■ **Work to be completed**
Each line of the data below that carries the word "Таежная" needs to be copied.

*** Task inputs ***

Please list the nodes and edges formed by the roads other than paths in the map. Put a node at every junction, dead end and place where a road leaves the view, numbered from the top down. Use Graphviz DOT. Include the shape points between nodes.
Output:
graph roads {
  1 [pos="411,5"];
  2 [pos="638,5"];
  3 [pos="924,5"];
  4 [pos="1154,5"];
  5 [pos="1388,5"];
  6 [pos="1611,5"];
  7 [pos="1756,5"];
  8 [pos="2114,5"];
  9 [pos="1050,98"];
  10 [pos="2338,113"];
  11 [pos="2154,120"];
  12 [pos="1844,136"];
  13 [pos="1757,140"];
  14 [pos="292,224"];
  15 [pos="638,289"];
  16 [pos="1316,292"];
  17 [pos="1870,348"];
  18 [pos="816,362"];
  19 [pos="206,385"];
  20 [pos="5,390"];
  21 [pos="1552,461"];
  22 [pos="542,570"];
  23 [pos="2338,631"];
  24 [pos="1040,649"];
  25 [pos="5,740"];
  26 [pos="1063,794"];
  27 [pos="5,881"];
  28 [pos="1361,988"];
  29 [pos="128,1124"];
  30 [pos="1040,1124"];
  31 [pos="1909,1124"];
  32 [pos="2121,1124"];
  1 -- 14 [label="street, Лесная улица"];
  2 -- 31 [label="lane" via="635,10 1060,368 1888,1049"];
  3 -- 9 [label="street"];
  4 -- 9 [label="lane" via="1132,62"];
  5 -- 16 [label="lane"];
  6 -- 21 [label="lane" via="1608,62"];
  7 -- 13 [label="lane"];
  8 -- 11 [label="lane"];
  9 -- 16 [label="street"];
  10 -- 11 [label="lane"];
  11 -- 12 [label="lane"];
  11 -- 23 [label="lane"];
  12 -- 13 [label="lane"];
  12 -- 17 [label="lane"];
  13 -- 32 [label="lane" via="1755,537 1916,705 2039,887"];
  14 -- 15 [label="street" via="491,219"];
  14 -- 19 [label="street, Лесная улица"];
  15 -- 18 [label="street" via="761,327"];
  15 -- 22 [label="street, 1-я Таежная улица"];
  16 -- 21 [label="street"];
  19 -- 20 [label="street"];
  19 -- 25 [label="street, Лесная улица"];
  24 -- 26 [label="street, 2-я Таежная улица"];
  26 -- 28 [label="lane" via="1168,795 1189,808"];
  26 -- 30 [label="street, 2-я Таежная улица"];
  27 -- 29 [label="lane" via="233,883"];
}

*** End of Task inputs ***

■ **Exercise output**
  15 -- 22 [label="street, 1-я Таежная улица"];
  24 -- 26 [label="street, 2-я Таежная улица"];
  26 -- 30 [label="street, 2-я Таежная улица"];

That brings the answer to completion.